# First time thru Switzerland...



## 92112 (May 1, 2005)

We are coming back thru Switzerland from Italy towards the end of September. Can anyone advise as to what we will need that's specific to Switzerland. Complete clutz so you may treat with contempt but any info welcomed. Cheers. Phil


----------



## Bazbro (May 9, 2005)

Complete clutz number 2 here!

I'm not planning to visit Switzerland next holiday (we're off next Thursday - Woo-hoo!), but it's as well to know everything just in case I decide to detour.

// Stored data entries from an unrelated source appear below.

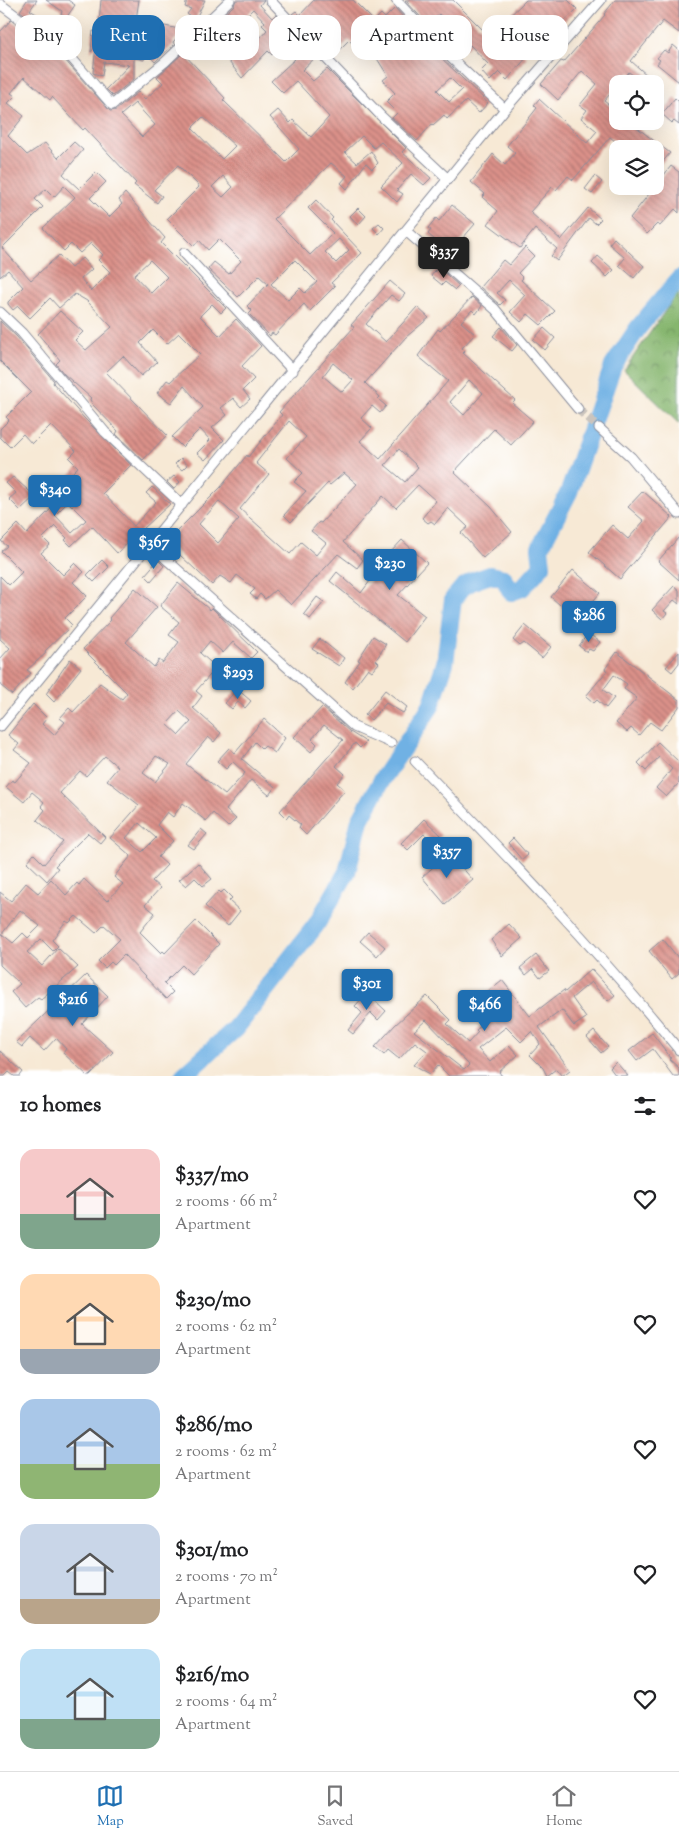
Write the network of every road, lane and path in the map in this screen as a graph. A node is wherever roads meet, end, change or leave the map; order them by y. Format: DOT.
graph roads {
  1 [pos="230,0"];
  2 [pos="270,0"];
  3 [pos="396,0"];
  4 [pos="601,0"];
  5 [pos="0,4"];
  6 [pos="504,109"];
  7 [pos="448,180"];
  8 [pos="406,231"];
  9 [pos="184,253"];
  10 [pos="0,312"];
  11 [pos="293,371"];
  12 [pos="578,409"];
  13 [pos="599,428"];
  14 [pos="182,505"];
  15 [pos="679,514"];
  16 [pos="148,544"];
  17 [pos="0,727"];
  18 [pos="391,743"];
  19 [pos="415,761"];
  20 [pos="679,1050"];
  1 -- 5 [label="street"];
  2 -- 7 [label="street"];
  3 -- 6 [label="street"];
  4 -- 6 [label="street"];
  6 -- 7 [label="street"];
  7 -- 8 [label="street"];
  8 -- 11 [label="street"];
  8 -- 12 [label="street"];
  9 -- 11 [label="street"];
  10 -- 14 [label="street"];
  11 -- 14 [label="street"];
  13 -- 15 [label="street"];
  14 -- 16 [label="street"];
  16 -- 17 [label="street"];
  16 -- 18 [label="street"];
  19 -- 20 [label="street"];
}
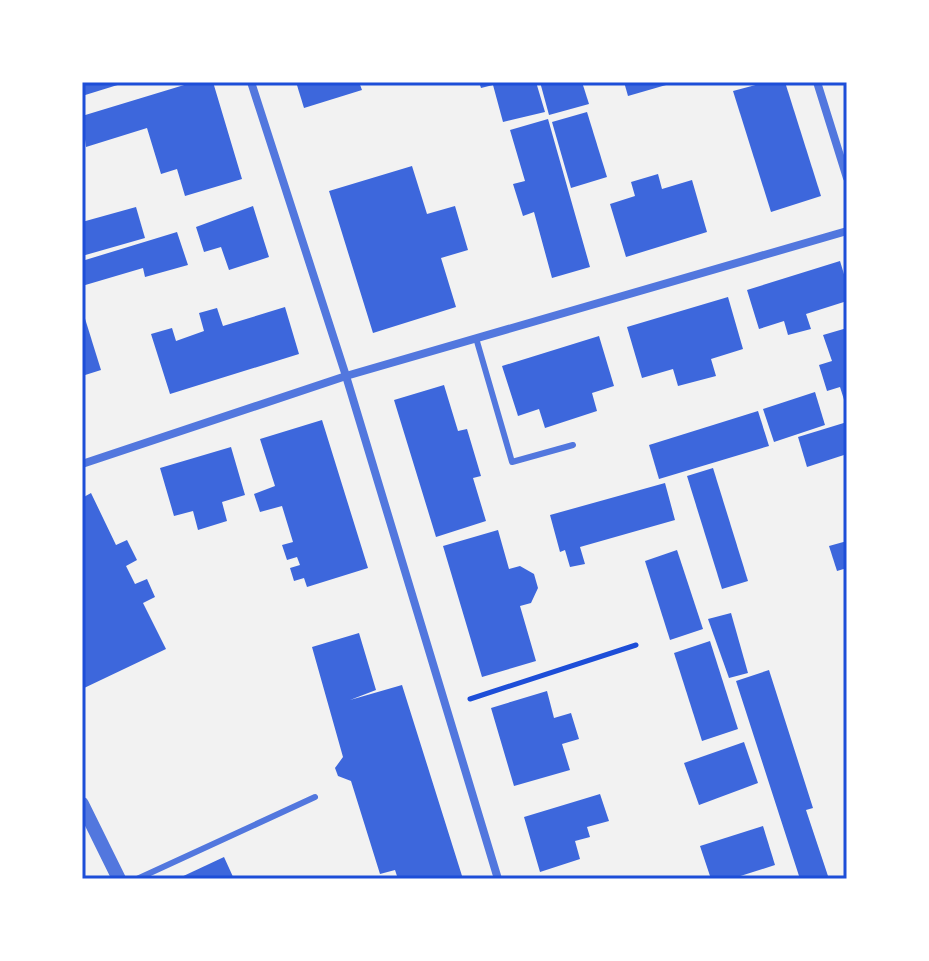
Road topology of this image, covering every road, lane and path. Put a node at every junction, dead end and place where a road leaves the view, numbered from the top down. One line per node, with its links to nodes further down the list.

I understand there are problems for motorhomers wanting to use Swiss motorways (vignettes?) but is it OK to just drive into Switzerland, not  use any motorways and drive out again, all without any penalty?


----------



## peejay (May 10, 2005)

Vignette costs 40 swiss francs this gives you travel on all motorways and passage of the st gotthard tunnel. It is possible to traverse without going on a motorway but i think most bite the bullet and get one, you'll probably find it awkward to get through the border without purchasing one.

a useful link...

http://driving.drive-alive.co.uk/driving-in-switzerland.htm

pete.


----------



## Bazbro (May 9, 2005)

Thanks for that, Pete.


----------



## 89202 (May 16, 2005)

Hi,

since begin of this year, the cantonal swiss police controlling often on the border, the weight of the mh...because the difference of under or over 3,5 to.

100 kg over : 100 CHF..penalty, but...you have to discharged them: the best at first empty your freshwatertank ... :wink: 

Gruezi...

duc


----------



## 91929 (May 1, 2005)

Looking at the floods 
What you will most probably need is an alternative route - or a set of floats, or a shovel on the front

Some roads have been washed away completely & according to our local radio presenter; Who has just returned.
It will be several months before some of them are cleared never mind repaired Austria and Bavaria are also in the same way

We are going to Scotland instead of our planned trip to Austria Innsbruck was aboy 10ft deep This morning & more rain to come


----------